9. Cependant, le moyen qui est de pur droit puisqu'il n'invoque aucun fait qui qui n'ait pas été constaté par l'arrêt est recevable.
Bien-fondé du moyen
Vu l'article 1153, alinéa 3, du code civil, dans sa rédaction antérieure à celle résultant de l'ordonnance n° 2016-131 du 10 février 2016, applicable au litige :
10. Selon ce texte, dans les obligations qui se bornent au paiement d'une certaine somme, les dommages-intérêts résultant du retard dans l'exécution consistent dans la condamnation aux intérêts au taux légal qui sont dus du jour de la demande en justice, équivalant à la sommation de payer.
11. En matière de restitutions consécutives à l'annulation du contrat, au titre d'une erreur sur la substance, lorsque la restitution en nature du bien s'avère impossible, la créance de restitution en valeur ne devient exigible qu'à compter de la décision qui fixe son montant de sorte que le point de départ des intérêts est le jour où le juge statue.
12. L'arrêt condamne l'acquéreur à payer au vendeur la somme de 137 204 euros, au titre de la restitution en valeur du tableau, avec intérêts au taux légal à compter du 2 juillet 2001, date de l'assignation en annulation de la vente.
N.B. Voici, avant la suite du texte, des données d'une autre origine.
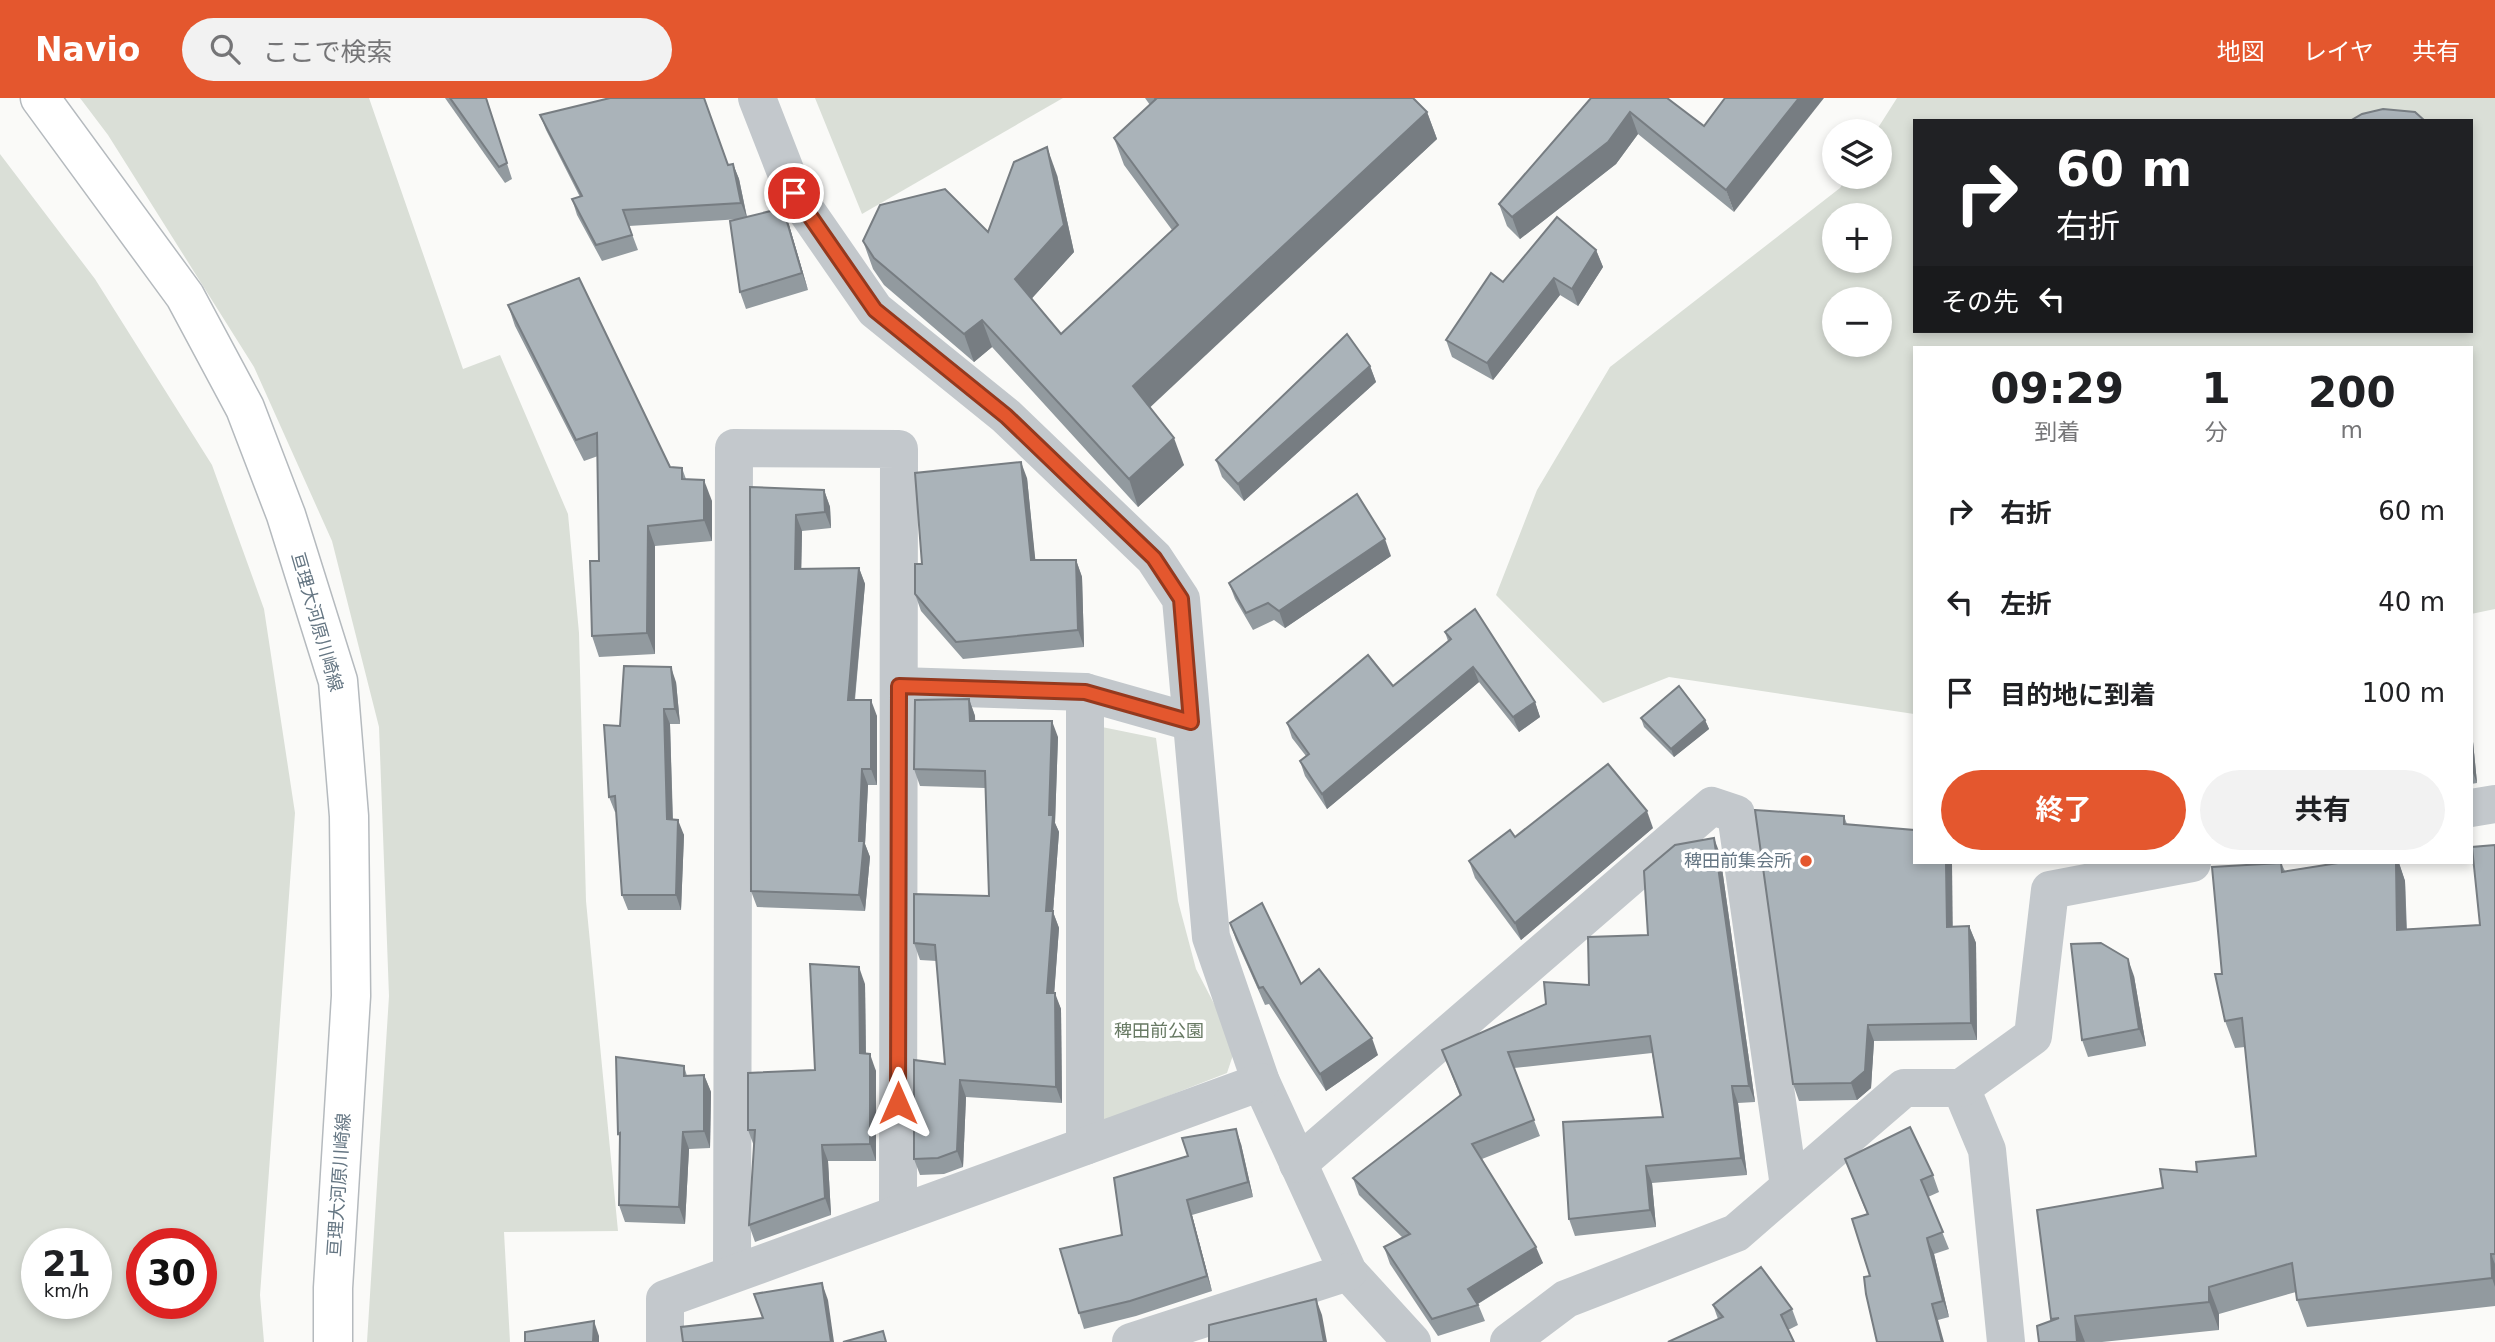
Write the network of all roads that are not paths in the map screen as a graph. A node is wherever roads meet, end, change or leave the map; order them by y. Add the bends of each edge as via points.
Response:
1 (40, 98) edge
2 (757, 98) edge
3 (899, 686) junction
4 (1085, 692) junction
5 (1191, 722) junction
6 (2495, 804) edge
7 (2473, 808) edge
8 (2187, 864) edge
9 (1261, 1082) junction
10 (1961, 1088) junction
11 (1085, 1146) junction
12 (1298, 1164) junction
13 (1789, 1186) junction
14 (898, 1214) junction
15 (1348, 1272) junction
16 (732, 1274) junction
17 (334, 1342) edge
18 (665, 1342) edge
19 (1131, 1342) edge
20 (1412, 1342) edge
21 (1508, 1342) edge
22 (2006, 1342) edge

1 - 17 main road, 亘理大河原川崎線 via 185,296 245,408 286,515 338,681 349,816 351,996 333,1289
2 - 5 street via 794,193 875,310 1006,416 1154,558 1181,599
3 - 4 street
3 - 14 street
3 - 16 street via 899,449 734,448
4 - 5 street
4 - 11 street
5 - 9 street via 1211,937
6 - 7 street
8 - 10 street via 2050,890 2033,1036
9 - 11 street
9 - 12 street
10 - 13 street via 1904,1088
10 - 22 street via 1987,1150
11 - 14 street
12 - 13 street via 1712,806 1736,814
12 - 15 street
13 - 21 street via 1736,1233 1566,1299
14 - 16 street
15 - 19 street
15 - 20 street
16 - 18 street via 665,1298

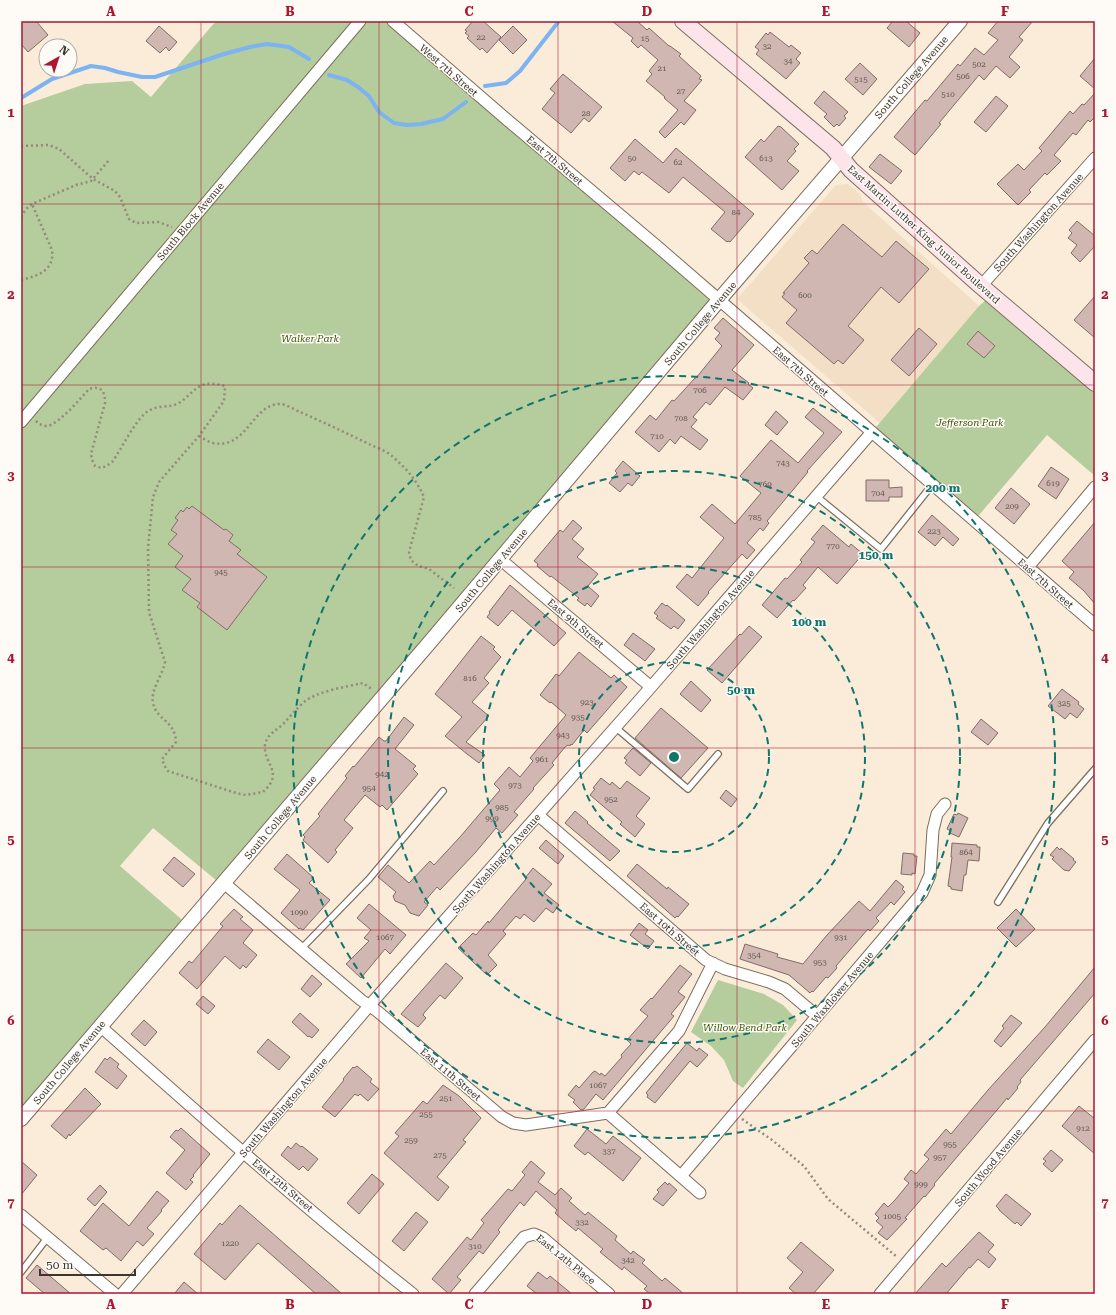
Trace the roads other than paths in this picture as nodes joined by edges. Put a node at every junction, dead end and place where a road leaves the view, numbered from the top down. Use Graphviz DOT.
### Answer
graph roads {
  1 [pos="360,21"];
  2 [pos="393,21"];
  3 [pos="683,21"];
  4 [pos="960,21"];
  5 [pos="505,118"];
  6 [pos="1095,158"];
  7 [pos="842,159"];
  8 [pos="981,286"];
  9 [pos="719,300"];
  10 [pos="1095,383"];
  11 [pos="24,418"];
  12 [pos="871,433"];
  13 [pos="932,485"];
  14 [pos="1095,487"];
  15 [pos="816,496"];
  16 [pos="500,559"];
  17 [pos="1028,568"];
  18 [pos="1095,625"];
  19 [pos="651,687"];
  20 [pos="616,727"];
  21 [pos="718,754"];
  22 [pos="1095,768"];
  23 [pos="443,791"];
  24 [pos="945,804"];
  25 [pos="538,815"];
  26 [pos="224,883"];
  27 [pos="998,902"];
  28 [pos="301,950"];
  29 [pos="714,963"];
  30 [pos="370,1006"];
  31 [pos="817,1016"];
  32 [pos="100,1026"];
  33 [pos="1095,1040"];
  34 [pos="608,1113"];
  35 [pos="21,1119"];
  36 [pos="243,1152"];
  37 [pos="681,1176"];
  38 [pos="700,1192"];
  39 [pos="21,1214"];
  40 [pos="48,1237"];
  41 [pos="21,1272"];
  42 [pos="115,1294"];
  43 [pos="122,1294"];
  44 [pos="413,1294"];
  45 [pos="475,1294"];
  46 [pos="609,1294"];
  47 [pos="880,1294"];
  1 -- 11 [label="street, South Block Avenue"];
  2 -- 5 [label="street, West 7th Street"];
  3 -- 7 [label="main road, East Martin Luther King Junior Boulevard"];
  4 -- 7 [label="street, South College Avenue"];
  5 -- 9 [label="street, East 7th Street"];
  6 -- 8 [label="street, South Washington Avenue"];
  7 -- 8 [label="main road, East Martin Luther King Junior Boulevard"];
  7 -- 9 [label="street, South College Avenue"];
  8 -- 10 [label="main road, East Martin Luther King Junior Boulevard"];
  9 -- 12 [label="street, East 7th Street"];
  9 -- 16 [label="street, South College Avenue"];
  12 -- 13 [label="street, East 7th Street"];
  12 -- 15 [label="street, South Washington Avenue"];
  13 -- 15 [label="lane"];
  13 -- 17 [label="street, East 7th Street"];
  14 -- 17 [label="street"];
  15 -- 19 [label="street, South Washington Avenue"];
  16 -- 19 [label="street, East 9th Street"];
  16 -- 26 [label="street, South College Avenue"];
  17 -- 18 [label="street, East 7th Street"];
  19 -- 20 [label="street, South Washington Avenue"];
  20 -- 21 [label="lane"];
  20 -- 25 [label="street, South Washington Avenue"];
  22 -- 27 [label="lane"];
  23 -- 28 [label="lane"];
  24 -- 31 [label="street, South Waxflower Avenue"];
  25 -- 29 [label="street, East 10th Street"];
  25 -- 30 [label="street, South Washington Avenue"];
  26 -- 28 [label="street, East 11th Street"];
  26 -- 32 [label="street, South College Avenue"];
  28 -- 30 [label="street, East 11th Street"];
  29 -- 31 [label="street, East 10th Street"];
  29 -- 34 [label="street"];
  30 -- 34 [label="street, East 11th Street"];
  30 -- 36 [label="street, South Washington Avenue"];
  31 -- 37 [label="street, South Waxflower Avenue"];
  32 -- 35 [label="street, South College Avenue"];
  32 -- 36 [label="street, East 12th Street"];
  33 -- 47 [label="street, South Wood Avenue"];
  34 -- 37 [label="street"];
  36 -- 43 [label="street, South Washington Avenue"];
  36 -- 44 [label="street, East 12th Street"];
  37 -- 38 [label="street"];
  39 -- 40 [label="street"];
  40 -- 41 [label="lane"];
  40 -- 42 [label="street"];
  45 -- 46 [label="street, East 12th Place"];
}
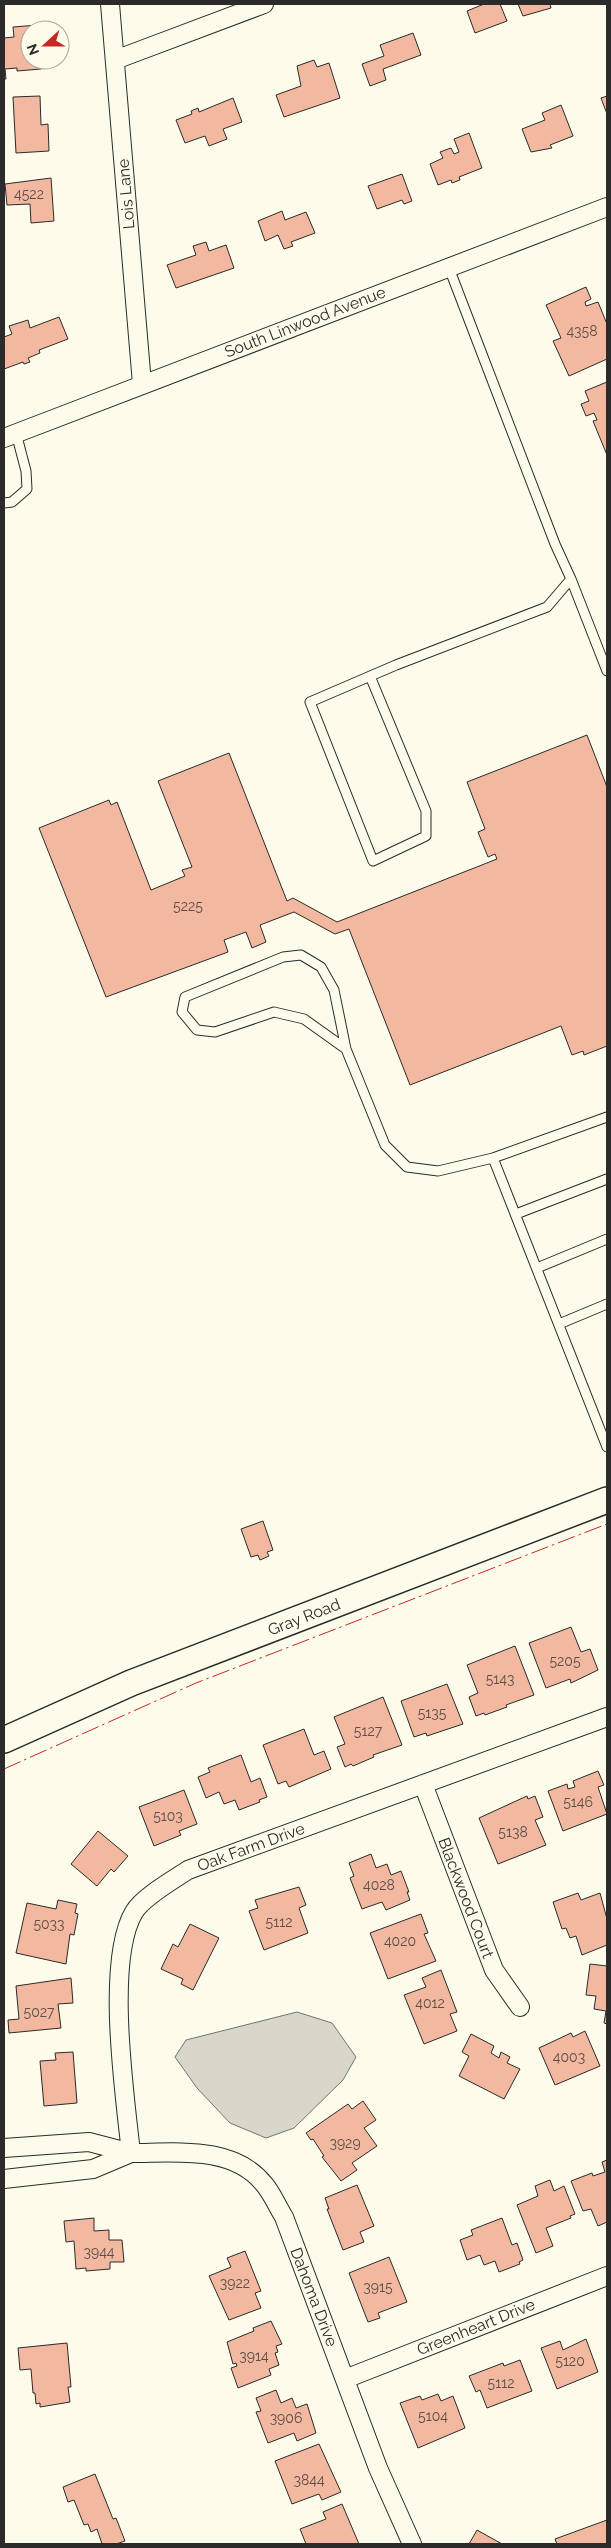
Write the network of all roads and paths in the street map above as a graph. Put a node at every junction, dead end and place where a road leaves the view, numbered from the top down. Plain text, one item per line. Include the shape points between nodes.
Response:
1 (110, 4) edge
2 (264, 4) edge
3 (115, 60) junction
4 (606, 211) edge
5 (449, 268) junction
6 (142, 384) junction
7 (10, 435) edge
8 (4, 503) edge
9 (571, 579) junction
10 (607, 671) edge
11 (370, 676) junction
12 (346, 1049) junction
13 (607, 1117) edge
14 (493, 1158) junction
15 (607, 1179) edge
16 (516, 1214) junction
17 (607, 1239) edge
18 (537, 1268) junction
19 (607, 1304) edge
20 (559, 1324) junction
21 (607, 1447) edge
22 (607, 1500) edge
23 (607, 1717) edge
24 (4, 1740) edge
25 (423, 1784) junction
26 (520, 2007) dead end
27 (4, 2148) edge
28 (131, 2153) junction
29 (4, 2179) edge
30 (607, 2276) edge
31 (345, 2379) junction
32 (412, 2544) edge

1 - 3 street, Lois Lane
2 - 3 street
3 - 6 street, Lois Lane
4 - 5 street, South Linwood Avenue
5 - 6 street, South Linwood Avenue
5 - 9 lane
6 - 7 street, South Linwood Avenue
7 - 8 lane via 26,471 27,489 12,502
9 - 10 lane
9 - 11 lane via 547,607
11 - 11 lane via 310,702 373,860 426,836 426,811
12 - 12 lane via 304,1019 274,1012 215,1032 197,1030 182,1012 185,996 282,957 301,955 321,966 334,990
12 - 14 lane via 385,1145 407,1167 438,1171
13 - 14 lane
14 - 16 lane
15 - 16 lane
16 - 18 lane
17 - 18 lane
18 - 20 lane
19 - 20 lane
20 - 21 lane
22 - 24 street, Gray Road via 131,1683
23 - 25 street, Oak Farm Drive
25 - 26 street, Blackwood Court via 494,1970
25 - 28 street, Oak Farm Drive via 188,1870 134,1911 125,1936 120,1970 120,2049
27 - 28 street, Dahoma Drive via 89,2142
28 - 29 street, Dahoma Drive via 93,2168
28 - 31 street, Dahoma Drive via 201,2153 231,2160 247,2168 264,2184 284,2217
30 - 31 street, Greenheart Drive
31 - 32 street, Dahoma Drive via 378,2468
13. En statuant ainsi, la cour d'appel a violé le texte susvisé.
Mise hors de cause
En application de l'article 625 du code de procédure civile, il y a lieu de mettre hors de cause la société [M] [R], venant aux droits de M. [R] dont la présence n'est pas nécessaire devant la cour d'appel de renvoi.
PAR CES MOTIFS, la Cour :
CASSE ET ANNULE, mais seulement en ce qu'il condamne la société commerciale des Iles Vierges britanniques Thomas Holdings venant aux droits de la société Framfield Holdings à payer, avec intérêts au taux légal à compter du 2 juillet 2001, à M. [O] [W], la somme de 137 204 euros au titre de la restitution en valeur du tableau, l'arrêt rendu le 30 mai 2023, entre les parties, par la cour d'appel de Paris ;
Remet, sur ce point, l'affaire et les parties dans l'état où elles se trouvaient avant cet arrêt et les renvoie devant la cour d'appel de Paris autrement composée ;
Met hors de cause la société [M] [R], venant aux droits de M. [R] ;
Condamne M. [W] aux dépens ;
En application de l'article 700 du code de procédure civile, rejette les demandes ;
Dit que sur les diligences du procureur général près la Cour de cassation, le présent arrêt sera transmis pour être transcrit en marge ou à la suite de l'arrêt partiellement cassé ;
Ainsi fait et jugé par la Cour de cassation, première chambre civile, et prononcé par le président en son audience publique du neuf avril deux mille vingt-cinq.